Cito, come esempio, l'immagine del morto che scappa scendendo dalla barella durante il suo funerale all'arrivo di un elicottero israeliano; oppure quella del piccolo Al Doura che, alla fine della sparatoria creata in un vero e proprio set cinematografico alza la testa e chiede al padre se è finita, salvo essere poi presentato a tutto il mondo come vittima delle armi israeliane; o quella del poliziotto israeliano che urla con un manganello in mano di fianco ad un povero palestinese appena colpito alla testa (dal suo manganello, vuol significare questa immagine!): salvo poi scoprire, grazie alla testimonianza del padre di questo povero ferito che no, non di palestinese si tratta, ma di un ebreo americano colpito da arabi e difeso da quel poliziotto israeliano.
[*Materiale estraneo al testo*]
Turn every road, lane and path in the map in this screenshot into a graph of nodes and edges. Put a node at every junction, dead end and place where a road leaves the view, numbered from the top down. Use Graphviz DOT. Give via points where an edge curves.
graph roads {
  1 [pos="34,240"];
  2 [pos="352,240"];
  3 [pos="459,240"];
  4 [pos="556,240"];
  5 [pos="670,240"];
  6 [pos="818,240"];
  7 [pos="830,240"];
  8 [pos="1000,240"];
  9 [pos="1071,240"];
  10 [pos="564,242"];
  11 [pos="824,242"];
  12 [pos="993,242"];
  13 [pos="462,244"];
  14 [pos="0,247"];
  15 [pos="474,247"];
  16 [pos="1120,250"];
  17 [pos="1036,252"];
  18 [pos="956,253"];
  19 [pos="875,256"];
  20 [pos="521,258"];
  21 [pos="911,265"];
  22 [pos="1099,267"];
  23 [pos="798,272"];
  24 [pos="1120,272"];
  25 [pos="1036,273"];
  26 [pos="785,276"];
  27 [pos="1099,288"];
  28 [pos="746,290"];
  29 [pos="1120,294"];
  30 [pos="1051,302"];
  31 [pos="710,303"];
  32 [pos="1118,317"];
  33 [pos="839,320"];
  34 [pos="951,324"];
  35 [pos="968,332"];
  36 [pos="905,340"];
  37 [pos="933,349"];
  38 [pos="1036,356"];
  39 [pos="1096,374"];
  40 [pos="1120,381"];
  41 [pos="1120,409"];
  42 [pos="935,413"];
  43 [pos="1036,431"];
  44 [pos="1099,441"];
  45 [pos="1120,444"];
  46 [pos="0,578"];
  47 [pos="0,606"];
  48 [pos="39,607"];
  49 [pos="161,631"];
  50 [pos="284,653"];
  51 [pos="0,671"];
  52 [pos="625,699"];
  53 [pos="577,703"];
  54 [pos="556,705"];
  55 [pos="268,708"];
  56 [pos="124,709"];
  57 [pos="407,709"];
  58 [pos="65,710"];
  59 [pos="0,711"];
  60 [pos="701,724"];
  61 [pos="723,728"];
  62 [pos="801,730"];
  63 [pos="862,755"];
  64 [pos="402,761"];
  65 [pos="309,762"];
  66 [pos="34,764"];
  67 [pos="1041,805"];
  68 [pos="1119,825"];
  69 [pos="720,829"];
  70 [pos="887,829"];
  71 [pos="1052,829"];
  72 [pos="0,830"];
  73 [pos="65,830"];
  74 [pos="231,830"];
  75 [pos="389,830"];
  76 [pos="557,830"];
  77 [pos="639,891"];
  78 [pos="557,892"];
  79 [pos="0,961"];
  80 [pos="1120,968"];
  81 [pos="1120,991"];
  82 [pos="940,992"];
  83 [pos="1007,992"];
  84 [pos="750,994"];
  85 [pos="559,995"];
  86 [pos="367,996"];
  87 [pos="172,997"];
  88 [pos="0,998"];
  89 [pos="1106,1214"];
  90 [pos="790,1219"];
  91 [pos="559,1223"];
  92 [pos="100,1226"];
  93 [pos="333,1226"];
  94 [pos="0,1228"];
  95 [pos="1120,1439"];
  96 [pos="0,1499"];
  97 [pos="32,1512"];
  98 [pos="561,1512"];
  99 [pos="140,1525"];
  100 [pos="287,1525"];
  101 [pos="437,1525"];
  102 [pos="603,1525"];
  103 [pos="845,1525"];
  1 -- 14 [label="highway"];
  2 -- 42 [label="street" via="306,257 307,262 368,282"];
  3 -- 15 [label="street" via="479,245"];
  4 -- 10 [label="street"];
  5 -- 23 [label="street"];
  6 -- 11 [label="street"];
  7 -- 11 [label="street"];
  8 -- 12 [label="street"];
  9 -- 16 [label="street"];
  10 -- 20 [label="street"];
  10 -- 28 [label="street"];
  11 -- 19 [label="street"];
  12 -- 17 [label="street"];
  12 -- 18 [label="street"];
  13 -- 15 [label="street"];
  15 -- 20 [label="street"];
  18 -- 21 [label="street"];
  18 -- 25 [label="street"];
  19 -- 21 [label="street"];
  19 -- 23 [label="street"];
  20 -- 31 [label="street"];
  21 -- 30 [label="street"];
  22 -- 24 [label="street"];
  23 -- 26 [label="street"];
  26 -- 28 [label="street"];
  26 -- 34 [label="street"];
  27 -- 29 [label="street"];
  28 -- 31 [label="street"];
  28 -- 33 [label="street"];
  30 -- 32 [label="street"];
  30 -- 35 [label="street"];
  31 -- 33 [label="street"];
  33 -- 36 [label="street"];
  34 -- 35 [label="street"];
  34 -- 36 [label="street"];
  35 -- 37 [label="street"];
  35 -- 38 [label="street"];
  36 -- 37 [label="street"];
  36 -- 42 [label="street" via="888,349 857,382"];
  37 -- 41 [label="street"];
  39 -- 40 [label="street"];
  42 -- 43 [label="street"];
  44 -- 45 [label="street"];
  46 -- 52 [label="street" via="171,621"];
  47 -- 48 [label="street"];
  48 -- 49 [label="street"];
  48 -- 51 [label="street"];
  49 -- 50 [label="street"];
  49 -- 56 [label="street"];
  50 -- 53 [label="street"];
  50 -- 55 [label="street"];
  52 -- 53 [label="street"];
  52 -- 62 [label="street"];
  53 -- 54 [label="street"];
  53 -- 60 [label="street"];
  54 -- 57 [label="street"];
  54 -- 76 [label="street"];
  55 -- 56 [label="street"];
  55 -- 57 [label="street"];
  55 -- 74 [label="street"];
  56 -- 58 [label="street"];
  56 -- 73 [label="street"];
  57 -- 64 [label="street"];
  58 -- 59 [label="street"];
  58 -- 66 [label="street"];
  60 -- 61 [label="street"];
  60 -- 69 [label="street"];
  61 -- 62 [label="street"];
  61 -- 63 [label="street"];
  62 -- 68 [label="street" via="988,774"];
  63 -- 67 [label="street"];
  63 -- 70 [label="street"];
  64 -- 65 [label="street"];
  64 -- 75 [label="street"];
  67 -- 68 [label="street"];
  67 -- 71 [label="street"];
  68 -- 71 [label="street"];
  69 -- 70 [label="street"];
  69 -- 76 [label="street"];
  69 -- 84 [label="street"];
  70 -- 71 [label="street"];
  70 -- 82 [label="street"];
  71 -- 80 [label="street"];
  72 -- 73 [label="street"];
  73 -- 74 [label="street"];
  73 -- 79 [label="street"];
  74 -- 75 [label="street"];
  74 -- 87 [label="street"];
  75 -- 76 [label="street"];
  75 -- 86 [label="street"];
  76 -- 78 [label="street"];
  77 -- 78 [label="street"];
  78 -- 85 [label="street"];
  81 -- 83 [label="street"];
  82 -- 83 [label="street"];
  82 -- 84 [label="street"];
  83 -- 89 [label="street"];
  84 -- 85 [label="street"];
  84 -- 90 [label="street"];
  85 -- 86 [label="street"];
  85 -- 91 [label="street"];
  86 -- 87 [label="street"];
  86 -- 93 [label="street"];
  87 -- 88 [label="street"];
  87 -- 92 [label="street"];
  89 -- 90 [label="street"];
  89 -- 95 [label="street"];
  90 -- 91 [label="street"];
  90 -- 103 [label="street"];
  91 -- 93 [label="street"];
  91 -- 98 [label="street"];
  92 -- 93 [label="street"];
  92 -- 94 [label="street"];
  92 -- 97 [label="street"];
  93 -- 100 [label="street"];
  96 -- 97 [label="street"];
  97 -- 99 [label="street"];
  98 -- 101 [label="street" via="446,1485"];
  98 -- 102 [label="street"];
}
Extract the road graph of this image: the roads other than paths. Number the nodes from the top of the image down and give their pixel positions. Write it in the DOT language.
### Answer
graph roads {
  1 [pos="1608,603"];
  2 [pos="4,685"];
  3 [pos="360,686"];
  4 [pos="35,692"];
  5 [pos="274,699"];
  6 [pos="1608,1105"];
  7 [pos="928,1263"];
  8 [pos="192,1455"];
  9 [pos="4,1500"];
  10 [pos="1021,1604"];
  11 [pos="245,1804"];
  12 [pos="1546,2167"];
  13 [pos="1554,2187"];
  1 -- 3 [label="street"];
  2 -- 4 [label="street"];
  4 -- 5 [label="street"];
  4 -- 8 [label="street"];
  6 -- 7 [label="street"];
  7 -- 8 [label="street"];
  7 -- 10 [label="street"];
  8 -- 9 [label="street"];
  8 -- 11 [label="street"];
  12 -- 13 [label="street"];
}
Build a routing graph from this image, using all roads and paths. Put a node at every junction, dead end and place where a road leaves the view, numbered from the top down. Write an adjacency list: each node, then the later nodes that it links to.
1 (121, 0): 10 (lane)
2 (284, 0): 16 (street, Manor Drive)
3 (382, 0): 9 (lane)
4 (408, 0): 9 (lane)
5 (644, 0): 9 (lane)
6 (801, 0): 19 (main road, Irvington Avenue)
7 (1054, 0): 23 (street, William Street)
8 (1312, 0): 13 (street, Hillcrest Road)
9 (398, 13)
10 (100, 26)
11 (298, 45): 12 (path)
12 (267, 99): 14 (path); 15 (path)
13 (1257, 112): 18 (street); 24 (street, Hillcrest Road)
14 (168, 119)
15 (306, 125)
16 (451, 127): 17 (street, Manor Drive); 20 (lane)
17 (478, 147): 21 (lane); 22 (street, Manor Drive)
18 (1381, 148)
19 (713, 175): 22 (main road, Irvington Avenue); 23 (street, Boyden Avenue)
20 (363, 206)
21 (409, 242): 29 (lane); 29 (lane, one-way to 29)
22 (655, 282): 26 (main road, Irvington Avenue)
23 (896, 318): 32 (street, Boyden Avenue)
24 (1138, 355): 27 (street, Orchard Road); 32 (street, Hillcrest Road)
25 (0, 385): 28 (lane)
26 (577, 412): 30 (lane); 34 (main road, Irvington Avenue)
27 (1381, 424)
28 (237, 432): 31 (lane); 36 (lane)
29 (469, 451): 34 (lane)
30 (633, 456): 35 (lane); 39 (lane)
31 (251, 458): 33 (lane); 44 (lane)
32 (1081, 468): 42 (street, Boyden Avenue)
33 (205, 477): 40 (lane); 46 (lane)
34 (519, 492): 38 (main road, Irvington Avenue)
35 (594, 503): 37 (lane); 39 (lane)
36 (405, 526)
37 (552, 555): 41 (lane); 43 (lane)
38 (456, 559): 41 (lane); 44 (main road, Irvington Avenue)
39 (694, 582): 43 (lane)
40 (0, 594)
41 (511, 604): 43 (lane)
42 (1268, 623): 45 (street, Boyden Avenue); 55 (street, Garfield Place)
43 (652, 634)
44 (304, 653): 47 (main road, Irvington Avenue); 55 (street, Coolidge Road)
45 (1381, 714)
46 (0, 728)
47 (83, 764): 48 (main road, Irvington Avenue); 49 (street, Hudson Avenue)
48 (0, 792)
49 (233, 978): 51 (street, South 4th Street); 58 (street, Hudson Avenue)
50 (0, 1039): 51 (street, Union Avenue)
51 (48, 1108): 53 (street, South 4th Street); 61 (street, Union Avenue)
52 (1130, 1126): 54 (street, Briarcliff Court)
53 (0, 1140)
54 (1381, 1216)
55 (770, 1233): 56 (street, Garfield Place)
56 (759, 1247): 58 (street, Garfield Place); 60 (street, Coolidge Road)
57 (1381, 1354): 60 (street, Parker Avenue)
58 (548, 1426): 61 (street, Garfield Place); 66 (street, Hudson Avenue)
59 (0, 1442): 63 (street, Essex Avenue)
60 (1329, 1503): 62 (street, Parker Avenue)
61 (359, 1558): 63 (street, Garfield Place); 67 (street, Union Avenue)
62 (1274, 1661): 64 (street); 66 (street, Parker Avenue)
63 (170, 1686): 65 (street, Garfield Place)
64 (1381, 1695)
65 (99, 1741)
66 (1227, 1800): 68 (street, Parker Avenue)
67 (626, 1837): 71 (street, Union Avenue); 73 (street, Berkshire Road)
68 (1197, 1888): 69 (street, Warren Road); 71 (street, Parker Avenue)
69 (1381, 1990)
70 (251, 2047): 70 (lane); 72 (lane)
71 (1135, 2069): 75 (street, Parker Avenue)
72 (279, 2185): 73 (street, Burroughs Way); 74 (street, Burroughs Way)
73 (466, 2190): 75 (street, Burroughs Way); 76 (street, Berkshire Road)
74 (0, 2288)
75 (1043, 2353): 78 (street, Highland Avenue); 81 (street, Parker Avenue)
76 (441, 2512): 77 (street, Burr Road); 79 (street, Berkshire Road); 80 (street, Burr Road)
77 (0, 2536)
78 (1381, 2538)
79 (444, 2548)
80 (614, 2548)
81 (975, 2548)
Ma intanto, nei quotidiani di mezzo mondo, il poliziotto israeliano è stato rappresentato come il cattivo aggressore e non come l'uomo d'ordine che compie correttamente il proprio lavoro in difesa di un
cittadino ferito.
Ancora oggi stesso sono state inviate nei circuiti internazionali le immagini di una scuola di Gaza imbottita di esplosivi comandati a distanza da fili che, per fortuna, Tsahal ha scoperto in tempo.
Non ne vedremo le immagini né la descrizione su Repubblica e La Stampa di domani. Tsahal, infatti, grazie alla sua opera è riuscita a disinnescare quella bomba preparata da Hamas in stretto contatto con una quantità di bambini. Bambini salvati da Israele, e non sacrificati da Hamas.
Così come non leggeremo né vedremo le fotografie dell'asilo di Ashdod colpito, anche questo oggi, dai missili di Hamas.
E non leggeremo che le tre ore di tregua umanitaria che Israele concede ogni giorno servono, agli uomini da Hamas, per lanciare i propri missili sui civili israeliani con la certezza di poter poi scappare senza il rischio di essere colpiti dalla reazione "sproporzionata" di Tsahal.
L'importante è che Israele passi sempre come l'aggressore, e che non si veda quel che sta subendo (quale altro stato al mondo avrebbe sopportato per così lungo tempo?).
I palestinesi, invece, devono essere SOLO E SEMPRE le povere vittime, intente a piangere i propri morti non avendo che pietre e fionde per combattere contro aerei e carri armati.
Ma questa non è informazione corretta, ma piuttosto DISINFORMAZIONE CONTINUA.